DIRECTIONS:
Within these entries, which lines include the string "Wasl"? Copy each one.

(Stored entries)
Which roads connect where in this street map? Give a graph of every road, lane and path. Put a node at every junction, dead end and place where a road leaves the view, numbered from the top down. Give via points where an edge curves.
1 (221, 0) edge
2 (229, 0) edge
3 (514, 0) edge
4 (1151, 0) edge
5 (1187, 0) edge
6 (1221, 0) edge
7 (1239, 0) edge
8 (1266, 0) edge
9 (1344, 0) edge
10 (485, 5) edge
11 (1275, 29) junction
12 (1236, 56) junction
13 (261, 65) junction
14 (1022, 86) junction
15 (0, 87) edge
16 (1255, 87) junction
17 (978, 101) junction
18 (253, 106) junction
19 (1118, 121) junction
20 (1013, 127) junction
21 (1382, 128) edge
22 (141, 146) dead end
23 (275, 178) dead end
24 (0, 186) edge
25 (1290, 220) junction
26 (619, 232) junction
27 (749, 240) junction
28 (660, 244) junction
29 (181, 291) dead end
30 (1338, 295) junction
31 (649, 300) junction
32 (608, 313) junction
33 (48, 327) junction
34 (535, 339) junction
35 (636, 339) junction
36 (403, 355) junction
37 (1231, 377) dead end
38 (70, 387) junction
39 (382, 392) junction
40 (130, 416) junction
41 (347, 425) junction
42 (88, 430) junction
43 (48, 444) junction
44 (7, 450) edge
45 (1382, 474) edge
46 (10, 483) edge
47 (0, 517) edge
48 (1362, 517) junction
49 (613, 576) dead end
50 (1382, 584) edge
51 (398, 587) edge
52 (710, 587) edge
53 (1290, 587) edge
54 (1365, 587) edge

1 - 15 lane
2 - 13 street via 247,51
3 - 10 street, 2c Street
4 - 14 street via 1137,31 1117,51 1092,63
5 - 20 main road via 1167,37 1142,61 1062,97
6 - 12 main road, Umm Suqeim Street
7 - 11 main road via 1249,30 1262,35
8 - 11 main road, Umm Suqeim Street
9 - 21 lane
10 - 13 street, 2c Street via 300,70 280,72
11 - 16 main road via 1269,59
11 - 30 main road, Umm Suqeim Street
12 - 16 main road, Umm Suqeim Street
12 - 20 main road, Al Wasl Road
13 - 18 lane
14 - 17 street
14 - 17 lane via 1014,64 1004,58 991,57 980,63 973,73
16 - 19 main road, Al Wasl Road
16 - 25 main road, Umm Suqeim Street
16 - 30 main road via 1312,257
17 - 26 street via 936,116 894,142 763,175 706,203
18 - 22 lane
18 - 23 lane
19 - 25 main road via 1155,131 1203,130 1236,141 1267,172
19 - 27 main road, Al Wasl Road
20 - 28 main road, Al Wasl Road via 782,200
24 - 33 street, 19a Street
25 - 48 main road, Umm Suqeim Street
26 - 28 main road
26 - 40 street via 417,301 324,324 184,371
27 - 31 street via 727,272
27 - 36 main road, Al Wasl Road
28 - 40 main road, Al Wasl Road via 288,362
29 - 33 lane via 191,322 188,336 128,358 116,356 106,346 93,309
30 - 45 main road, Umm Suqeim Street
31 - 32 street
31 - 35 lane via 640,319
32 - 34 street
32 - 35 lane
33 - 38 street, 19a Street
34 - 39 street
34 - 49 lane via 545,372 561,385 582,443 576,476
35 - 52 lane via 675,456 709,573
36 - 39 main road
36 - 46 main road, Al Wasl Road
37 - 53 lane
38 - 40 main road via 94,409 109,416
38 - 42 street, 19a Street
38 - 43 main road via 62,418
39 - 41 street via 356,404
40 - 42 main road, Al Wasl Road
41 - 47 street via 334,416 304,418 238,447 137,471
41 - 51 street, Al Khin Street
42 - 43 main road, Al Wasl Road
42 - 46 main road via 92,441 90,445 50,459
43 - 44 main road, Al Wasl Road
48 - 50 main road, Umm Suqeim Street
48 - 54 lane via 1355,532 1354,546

ANSWER TO THE PROBLEM:
12 - 20 main road, Al Wasl Road
16 - 19 main road, Al Wasl Road
19 - 27 main road, Al Wasl Road
20 - 28 main road, Al Wasl Road via 782,200
27 - 36 main road, Al Wasl Road
28 - 40 main road, Al Wasl Road via 288,362
36 - 46 main road, Al Wasl Road
40 - 42 main road, Al Wasl Road
42 - 43 main road, Al Wasl Road
43 - 44 main road, Al Wasl Road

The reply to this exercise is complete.